REQUIRED ACTION: Among the entries below, please repeat exactly and only the lines from the line containing "Localize all text" to the line containing "Bounding boxes for all labels, markers", both lines included.

Saved entries:
::::

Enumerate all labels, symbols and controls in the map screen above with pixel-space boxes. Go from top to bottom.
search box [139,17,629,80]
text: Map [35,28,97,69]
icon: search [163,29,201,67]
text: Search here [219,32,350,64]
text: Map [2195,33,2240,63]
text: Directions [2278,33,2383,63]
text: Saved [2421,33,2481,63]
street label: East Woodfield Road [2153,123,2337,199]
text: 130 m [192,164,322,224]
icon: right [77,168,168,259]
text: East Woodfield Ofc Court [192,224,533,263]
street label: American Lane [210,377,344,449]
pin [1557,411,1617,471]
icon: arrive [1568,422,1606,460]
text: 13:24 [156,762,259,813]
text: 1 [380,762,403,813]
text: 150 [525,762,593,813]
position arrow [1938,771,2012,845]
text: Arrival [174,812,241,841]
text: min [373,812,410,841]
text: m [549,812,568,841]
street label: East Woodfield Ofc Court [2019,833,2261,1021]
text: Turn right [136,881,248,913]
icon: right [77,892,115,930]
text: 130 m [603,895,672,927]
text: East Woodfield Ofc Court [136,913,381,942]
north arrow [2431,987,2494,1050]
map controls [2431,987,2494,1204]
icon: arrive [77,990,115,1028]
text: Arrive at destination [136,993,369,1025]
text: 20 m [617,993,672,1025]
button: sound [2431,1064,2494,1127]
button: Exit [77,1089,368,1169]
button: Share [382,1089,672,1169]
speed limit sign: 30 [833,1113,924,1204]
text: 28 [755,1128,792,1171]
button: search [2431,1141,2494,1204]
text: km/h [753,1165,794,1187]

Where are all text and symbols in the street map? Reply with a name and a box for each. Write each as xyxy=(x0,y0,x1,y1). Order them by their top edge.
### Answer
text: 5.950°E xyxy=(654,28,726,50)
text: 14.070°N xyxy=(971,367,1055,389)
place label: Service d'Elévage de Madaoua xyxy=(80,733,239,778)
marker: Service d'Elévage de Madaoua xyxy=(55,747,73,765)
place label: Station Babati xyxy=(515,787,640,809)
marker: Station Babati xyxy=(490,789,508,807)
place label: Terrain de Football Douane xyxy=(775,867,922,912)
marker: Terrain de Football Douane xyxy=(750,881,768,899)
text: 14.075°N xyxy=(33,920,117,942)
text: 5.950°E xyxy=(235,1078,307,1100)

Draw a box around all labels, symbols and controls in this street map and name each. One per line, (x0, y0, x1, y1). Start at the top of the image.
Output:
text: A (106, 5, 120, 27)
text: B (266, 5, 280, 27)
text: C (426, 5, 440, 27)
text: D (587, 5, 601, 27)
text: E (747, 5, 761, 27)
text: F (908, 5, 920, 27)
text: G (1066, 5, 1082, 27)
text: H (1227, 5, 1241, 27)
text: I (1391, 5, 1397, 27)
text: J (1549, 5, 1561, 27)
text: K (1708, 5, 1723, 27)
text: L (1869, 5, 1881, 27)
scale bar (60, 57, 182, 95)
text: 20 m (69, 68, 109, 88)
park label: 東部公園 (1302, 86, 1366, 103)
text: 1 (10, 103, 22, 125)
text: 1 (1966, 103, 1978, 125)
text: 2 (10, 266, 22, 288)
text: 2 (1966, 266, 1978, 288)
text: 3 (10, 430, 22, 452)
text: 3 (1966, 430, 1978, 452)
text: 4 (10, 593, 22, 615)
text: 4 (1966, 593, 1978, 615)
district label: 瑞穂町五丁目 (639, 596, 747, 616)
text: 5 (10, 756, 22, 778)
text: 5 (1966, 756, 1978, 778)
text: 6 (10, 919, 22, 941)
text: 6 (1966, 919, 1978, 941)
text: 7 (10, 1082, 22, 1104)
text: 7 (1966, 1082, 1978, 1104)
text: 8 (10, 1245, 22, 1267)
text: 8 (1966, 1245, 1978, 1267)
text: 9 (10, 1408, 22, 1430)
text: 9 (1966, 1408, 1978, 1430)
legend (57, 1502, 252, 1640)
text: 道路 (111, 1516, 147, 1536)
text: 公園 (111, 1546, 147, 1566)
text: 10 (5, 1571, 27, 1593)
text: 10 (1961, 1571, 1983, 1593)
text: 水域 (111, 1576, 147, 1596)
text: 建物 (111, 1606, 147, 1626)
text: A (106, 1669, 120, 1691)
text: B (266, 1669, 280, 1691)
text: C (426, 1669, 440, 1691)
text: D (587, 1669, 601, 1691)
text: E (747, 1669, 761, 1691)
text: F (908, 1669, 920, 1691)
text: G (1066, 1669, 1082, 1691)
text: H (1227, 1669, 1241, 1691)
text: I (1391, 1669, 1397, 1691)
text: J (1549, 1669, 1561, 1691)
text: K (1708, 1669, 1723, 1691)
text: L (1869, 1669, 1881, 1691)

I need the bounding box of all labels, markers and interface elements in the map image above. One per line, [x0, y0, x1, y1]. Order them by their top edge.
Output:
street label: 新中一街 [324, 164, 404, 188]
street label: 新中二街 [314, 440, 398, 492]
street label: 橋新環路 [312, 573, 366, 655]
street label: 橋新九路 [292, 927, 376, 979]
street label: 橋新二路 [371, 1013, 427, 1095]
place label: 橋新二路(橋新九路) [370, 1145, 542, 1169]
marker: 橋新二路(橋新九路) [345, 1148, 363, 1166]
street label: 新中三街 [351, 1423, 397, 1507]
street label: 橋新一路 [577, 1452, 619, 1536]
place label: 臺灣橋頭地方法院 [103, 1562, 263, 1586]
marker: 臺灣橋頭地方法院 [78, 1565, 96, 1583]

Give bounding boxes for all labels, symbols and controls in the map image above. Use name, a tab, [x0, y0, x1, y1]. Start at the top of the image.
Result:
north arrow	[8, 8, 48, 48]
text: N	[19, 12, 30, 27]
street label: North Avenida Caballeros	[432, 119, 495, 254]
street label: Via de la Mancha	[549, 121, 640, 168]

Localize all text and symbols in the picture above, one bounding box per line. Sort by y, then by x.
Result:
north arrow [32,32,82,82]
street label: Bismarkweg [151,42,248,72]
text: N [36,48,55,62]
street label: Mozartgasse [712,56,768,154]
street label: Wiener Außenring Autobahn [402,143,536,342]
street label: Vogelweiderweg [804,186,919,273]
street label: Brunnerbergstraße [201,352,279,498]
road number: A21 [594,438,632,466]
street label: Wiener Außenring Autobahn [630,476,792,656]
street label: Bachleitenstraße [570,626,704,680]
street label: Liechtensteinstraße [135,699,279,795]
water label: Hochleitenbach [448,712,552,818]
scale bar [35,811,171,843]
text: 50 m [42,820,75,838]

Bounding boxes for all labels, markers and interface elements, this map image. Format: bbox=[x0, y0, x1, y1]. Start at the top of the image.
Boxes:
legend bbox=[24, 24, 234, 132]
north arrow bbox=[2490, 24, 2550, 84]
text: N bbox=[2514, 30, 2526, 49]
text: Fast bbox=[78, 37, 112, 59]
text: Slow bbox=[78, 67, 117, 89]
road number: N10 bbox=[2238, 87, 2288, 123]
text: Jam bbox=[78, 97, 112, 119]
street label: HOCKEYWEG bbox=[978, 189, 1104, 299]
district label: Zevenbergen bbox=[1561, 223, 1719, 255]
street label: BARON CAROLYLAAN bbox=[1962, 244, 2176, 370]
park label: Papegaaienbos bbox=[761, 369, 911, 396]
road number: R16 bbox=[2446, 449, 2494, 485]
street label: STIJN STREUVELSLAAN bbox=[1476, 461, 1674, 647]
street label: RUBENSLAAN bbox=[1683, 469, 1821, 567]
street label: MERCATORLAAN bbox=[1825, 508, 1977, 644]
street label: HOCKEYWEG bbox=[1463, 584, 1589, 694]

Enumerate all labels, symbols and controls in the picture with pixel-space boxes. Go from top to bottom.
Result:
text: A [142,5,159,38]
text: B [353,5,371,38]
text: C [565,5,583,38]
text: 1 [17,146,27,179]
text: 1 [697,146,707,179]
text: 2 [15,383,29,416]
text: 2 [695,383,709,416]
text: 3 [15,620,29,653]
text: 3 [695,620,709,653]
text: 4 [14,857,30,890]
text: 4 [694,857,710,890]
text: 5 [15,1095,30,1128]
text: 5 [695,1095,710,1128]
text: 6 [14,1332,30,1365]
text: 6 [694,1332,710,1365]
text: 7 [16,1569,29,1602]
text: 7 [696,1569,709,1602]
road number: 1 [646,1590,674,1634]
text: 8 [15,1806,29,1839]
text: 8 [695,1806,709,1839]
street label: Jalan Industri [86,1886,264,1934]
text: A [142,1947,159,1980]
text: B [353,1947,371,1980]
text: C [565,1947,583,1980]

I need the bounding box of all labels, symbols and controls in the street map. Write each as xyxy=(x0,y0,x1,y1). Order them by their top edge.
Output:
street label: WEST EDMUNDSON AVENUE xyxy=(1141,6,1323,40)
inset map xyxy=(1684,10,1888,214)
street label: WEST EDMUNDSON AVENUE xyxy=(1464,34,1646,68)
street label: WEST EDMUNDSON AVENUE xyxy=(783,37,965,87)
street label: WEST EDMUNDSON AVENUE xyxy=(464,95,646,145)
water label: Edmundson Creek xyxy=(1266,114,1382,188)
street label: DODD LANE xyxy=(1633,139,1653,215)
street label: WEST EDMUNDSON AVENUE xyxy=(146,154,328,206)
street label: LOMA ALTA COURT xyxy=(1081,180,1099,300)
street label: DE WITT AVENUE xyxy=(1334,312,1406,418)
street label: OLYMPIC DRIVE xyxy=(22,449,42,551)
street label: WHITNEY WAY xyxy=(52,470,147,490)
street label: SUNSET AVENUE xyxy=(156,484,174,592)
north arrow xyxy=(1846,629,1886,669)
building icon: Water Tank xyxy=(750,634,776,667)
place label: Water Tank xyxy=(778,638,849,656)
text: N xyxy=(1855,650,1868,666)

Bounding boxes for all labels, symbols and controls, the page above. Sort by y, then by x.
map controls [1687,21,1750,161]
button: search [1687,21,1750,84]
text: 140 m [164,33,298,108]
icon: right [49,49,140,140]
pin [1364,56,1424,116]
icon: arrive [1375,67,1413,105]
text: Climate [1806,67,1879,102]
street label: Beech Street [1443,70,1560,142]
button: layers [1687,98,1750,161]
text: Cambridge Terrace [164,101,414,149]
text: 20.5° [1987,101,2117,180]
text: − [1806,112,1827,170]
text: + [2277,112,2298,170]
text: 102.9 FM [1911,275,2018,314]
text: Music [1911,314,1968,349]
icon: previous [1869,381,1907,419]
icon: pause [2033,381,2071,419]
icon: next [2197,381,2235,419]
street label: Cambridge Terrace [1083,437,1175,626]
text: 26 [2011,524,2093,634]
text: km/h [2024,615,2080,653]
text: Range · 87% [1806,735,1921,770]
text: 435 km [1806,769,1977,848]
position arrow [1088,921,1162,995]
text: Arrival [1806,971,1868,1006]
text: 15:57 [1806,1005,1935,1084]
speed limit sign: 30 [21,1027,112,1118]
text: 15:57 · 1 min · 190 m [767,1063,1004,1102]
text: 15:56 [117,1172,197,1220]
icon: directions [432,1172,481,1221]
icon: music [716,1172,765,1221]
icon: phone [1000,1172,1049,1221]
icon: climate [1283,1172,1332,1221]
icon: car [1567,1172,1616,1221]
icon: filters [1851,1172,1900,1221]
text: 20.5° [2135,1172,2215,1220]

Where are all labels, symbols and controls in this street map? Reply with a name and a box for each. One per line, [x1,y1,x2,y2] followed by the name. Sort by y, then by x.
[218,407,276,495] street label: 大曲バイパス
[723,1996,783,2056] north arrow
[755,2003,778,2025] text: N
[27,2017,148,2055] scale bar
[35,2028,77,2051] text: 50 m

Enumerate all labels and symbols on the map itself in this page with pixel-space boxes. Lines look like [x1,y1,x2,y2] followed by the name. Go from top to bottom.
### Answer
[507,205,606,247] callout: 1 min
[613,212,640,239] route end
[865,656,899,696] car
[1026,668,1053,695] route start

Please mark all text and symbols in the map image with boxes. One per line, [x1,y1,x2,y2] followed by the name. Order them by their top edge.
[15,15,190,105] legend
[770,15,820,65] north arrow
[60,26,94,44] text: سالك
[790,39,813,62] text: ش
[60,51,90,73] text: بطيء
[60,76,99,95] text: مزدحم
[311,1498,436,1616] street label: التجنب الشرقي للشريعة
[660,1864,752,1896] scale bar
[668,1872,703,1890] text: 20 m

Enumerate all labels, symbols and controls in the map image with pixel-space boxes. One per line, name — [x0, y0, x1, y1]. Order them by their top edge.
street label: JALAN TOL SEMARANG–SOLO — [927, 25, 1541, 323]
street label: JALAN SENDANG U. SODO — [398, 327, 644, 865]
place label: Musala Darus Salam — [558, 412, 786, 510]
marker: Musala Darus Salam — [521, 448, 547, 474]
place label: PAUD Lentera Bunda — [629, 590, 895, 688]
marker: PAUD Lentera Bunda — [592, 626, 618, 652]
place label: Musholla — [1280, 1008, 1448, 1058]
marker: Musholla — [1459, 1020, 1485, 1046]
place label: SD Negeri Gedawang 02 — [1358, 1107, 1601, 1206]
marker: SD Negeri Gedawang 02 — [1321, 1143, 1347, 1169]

::::

ANSWER FOR THE TASK:
Localize all text and symbols in the picture above, one bounding box per line. Sort by y, then by x.
Result:
north arrow [32,32,82,82]
street label: Bismarkweg [151,42,248,72]
text: N [36,48,55,62]
street label: Mozartgasse [712,56,768,154]
street label: Wiener Außenring Autobahn [402,143,536,342]
street label: Vogelweiderweg [804,186,919,273]
street label: Brunnerbergstraße [201,352,279,498]
road number: A21 [594,438,632,466]
street label: Wiener Außenring Autobahn [630,476,792,656]
street label: Bachleitenstraße [570,626,704,680]
street label: Liechtensteinstraße [135,699,279,795]
water label: Hochleitenbach [448,712,552,818]
scale bar [35,811,171,843]
text: 50 m [42,820,75,838]

Bounding boxes for all labels, markers and interface elements, this map image. Format: bbox=[x0, y0, x1, y1]. Start at the top of the image.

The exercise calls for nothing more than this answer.